# [What the task asks]
Nothing in the entries may be altered; copy them in full.

# [Materials provided]
◆ ◆ ◆ ◆

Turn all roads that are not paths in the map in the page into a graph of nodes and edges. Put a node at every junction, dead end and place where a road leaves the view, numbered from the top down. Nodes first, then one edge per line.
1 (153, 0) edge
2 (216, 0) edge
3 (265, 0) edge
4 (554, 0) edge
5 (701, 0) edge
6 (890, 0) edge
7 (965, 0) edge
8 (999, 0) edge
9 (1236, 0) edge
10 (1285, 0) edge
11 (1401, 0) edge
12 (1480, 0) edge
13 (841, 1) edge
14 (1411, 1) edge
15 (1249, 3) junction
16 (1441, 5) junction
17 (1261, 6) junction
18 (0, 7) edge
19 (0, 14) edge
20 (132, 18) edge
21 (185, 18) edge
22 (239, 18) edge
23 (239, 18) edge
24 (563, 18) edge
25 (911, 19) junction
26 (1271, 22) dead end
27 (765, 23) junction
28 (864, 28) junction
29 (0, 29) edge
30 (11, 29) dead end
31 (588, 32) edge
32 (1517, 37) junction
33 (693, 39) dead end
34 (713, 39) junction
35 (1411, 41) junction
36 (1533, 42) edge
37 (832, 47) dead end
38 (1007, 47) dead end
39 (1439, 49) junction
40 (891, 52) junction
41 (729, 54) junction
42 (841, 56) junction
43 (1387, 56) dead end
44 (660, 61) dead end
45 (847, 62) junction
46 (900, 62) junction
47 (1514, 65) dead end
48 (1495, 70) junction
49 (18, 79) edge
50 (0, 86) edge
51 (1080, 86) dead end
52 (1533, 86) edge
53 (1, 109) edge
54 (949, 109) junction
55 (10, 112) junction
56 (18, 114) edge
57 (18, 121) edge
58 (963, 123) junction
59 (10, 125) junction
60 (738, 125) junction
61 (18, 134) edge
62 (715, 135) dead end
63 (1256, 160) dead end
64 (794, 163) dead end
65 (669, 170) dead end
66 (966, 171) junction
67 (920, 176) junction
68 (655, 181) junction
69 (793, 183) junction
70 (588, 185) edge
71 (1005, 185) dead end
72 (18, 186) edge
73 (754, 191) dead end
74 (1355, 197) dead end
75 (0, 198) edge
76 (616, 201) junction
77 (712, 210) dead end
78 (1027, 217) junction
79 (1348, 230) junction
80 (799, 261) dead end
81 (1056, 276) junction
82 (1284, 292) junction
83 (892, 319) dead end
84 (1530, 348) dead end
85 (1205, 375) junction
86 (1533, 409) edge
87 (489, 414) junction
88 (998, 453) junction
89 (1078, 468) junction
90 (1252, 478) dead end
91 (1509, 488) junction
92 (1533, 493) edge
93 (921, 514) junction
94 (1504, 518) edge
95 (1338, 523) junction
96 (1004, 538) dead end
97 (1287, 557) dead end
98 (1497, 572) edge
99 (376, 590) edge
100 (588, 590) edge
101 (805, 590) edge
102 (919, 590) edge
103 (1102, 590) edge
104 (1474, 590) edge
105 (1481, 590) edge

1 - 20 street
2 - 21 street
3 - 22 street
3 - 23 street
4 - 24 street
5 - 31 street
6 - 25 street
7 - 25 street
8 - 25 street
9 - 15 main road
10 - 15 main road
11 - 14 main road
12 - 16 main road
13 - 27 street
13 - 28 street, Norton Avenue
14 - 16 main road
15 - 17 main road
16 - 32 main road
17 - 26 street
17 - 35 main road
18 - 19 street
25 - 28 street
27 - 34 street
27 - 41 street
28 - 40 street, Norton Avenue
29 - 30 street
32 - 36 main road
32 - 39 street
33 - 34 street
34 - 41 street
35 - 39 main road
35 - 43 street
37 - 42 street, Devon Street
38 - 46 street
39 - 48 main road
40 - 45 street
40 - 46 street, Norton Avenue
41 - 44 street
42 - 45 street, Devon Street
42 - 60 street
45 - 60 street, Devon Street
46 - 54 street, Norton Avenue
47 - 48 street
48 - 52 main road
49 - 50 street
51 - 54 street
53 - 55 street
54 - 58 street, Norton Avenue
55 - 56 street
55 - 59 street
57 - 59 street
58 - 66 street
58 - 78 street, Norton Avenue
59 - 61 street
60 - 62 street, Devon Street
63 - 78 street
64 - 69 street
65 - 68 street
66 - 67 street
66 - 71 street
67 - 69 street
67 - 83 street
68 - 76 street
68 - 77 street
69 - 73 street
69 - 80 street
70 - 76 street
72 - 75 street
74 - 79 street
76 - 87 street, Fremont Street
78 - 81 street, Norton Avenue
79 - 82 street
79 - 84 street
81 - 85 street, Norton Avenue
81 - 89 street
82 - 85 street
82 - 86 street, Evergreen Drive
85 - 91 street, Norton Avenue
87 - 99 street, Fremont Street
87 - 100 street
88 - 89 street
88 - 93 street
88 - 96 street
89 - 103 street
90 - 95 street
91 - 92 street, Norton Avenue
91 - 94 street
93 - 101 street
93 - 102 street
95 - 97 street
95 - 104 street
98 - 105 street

◆ ◆ ◆ ◆

# [Exercise answer]
Turn all roads that are not paths in the map in the page into a graph of nodes and edges. Put a node at every junction, dead end and place where a road leaves the view, numbered from the top down. Nodes first, then one edge per line.
1 (153, 0) edge
2 (216, 0) edge
3 (265, 0) edge
4 (554, 0) edge
5 (701, 0) edge
6 (890, 0) edge
7 (965, 0) edge
8 (999, 0) edge
9 (1236, 0) edge
10 (1285, 0) edge
11 (1401, 0) edge
12 (1480, 0) edge
13 (841, 1) edge
14 (1411, 1) edge
15 (1249, 3) junction
16 (1441, 5) junction
17 (1261, 6) junction
18 (0, 7) edge
19 (0, 14) edge
20 (132, 18) edge
21 (185, 18) edge
22 (239, 18) edge
23 (239, 18) edge
24 (563, 18) edge
25 (911, 19) junction
26 (1271, 22) dead end
27 (765, 23) junction
28 (864, 28) junction
29 (0, 29) edge
30 (11, 29) dead end
31 (588, 32) edge
32 (1517, 37) junction
33 (693, 39) dead end
34 (713, 39) junction
35 (1411, 41) junction
36 (1533, 42) edge
37 (832, 47) dead end
38 (1007, 47) dead end
39 (1439, 49) junction
40 (891, 52) junction
41 (729, 54) junction
42 (841, 56) junction
43 (1387, 56) dead end
44 (660, 61) dead end
45 (847, 62) junction
46 (900, 62) junction
47 (1514, 65) dead end
48 (1495, 70) junction
49 (18, 79) edge
50 (0, 86) edge
51 (1080, 86) dead end
52 (1533, 86) edge
53 (1, 109) edge
54 (949, 109) junction
55 (10, 112) junction
56 (18, 114) edge
57 (18, 121) edge
58 (963, 123) junction
59 (10, 125) junction
60 (738, 125) junction
61 (18, 134) edge
62 (715, 135) dead end
63 (1256, 160) dead end
64 (794, 163) dead end
65 (669, 170) dead end
66 (966, 171) junction
67 (920, 176) junction
68 (655, 181) junction
69 (793, 183) junction
70 (588, 185) edge
71 (1005, 185) dead end
72 (18, 186) edge
73 (754, 191) dead end
74 (1355, 197) dead end
75 (0, 198) edge
76 (616, 201) junction
77 (712, 210) dead end
78 (1027, 217) junction
79 (1348, 230) junction
80 (799, 261) dead end
81 (1056, 276) junction
82 (1284, 292) junction
83 (892, 319) dead end
84 (1530, 348) dead end
85 (1205, 375) junction
86 (1533, 409) edge
87 (489, 414) junction
88 (998, 453) junction
89 (1078, 468) junction
90 (1252, 478) dead end
91 (1509, 488) junction
92 (1533, 493) edge
93 (921, 514) junction
94 (1504, 518) edge
95 (1338, 523) junction
96 (1004, 538) dead end
97 (1287, 557) dead end
98 (1497, 572) edge
99 (376, 590) edge
100 (588, 590) edge
101 (805, 590) edge
102 (919, 590) edge
103 (1102, 590) edge
104 (1474, 590) edge
105 (1481, 590) edge

1 - 20 street
2 - 21 street
3 - 22 street
3 - 23 street
4 - 24 street
5 - 31 street
6 - 25 street
7 - 25 street
8 - 25 street
9 - 15 main road
10 - 15 main road
11 - 14 main road
12 - 16 main road
13 - 27 street
13 - 28 street, Norton Avenue
14 - 16 main road
15 - 17 main road
16 - 32 main road
17 - 26 street
17 - 35 main road
18 - 19 street
25 - 28 street
27 - 34 street
27 - 41 street
28 - 40 street, Norton Avenue
29 - 30 street
32 - 36 main road
32 - 39 street
33 - 34 street
34 - 41 street
35 - 39 main road
35 - 43 street
37 - 42 street, Devon Street
38 - 46 street
39 - 48 main road
40 - 45 street
40 - 46 street, Norton Avenue
41 - 44 street
42 - 45 street, Devon Street
42 - 60 street
45 - 60 street, Devon Street
46 - 54 street, Norton Avenue
47 - 48 street
48 - 52 main road
49 - 50 street
51 - 54 street
53 - 55 street
54 - 58 street, Norton Avenue
55 - 56 street
55 - 59 street
57 - 59 street
58 - 66 street
58 - 78 street, Norton Avenue
59 - 61 street
60 - 62 street, Devon Street
63 - 78 street
64 - 69 street
65 - 68 street
66 - 67 street
66 - 71 street
67 - 69 street
67 - 83 street
68 - 76 street
68 - 77 street
69 - 73 street
69 - 80 street
70 - 76 street
72 - 75 street
74 - 79 street
76 - 87 street, Fremont Street
78 - 81 street, Norton Avenue
79 - 82 street
79 - 84 street
81 - 85 street, Norton Avenue
81 - 89 street
82 - 85 street
82 - 86 street, Evergreen Drive
85 - 91 street, Norton Avenue
87 - 99 street, Fremont Street
87 - 100 street
88 - 89 street
88 - 93 street
88 - 96 street
89 - 103 street
90 - 95 street
91 - 92 street, Norton Avenue
91 - 94 street
93 - 101 street
93 - 102 street
95 - 97 street
95 - 104 street
98 - 105 street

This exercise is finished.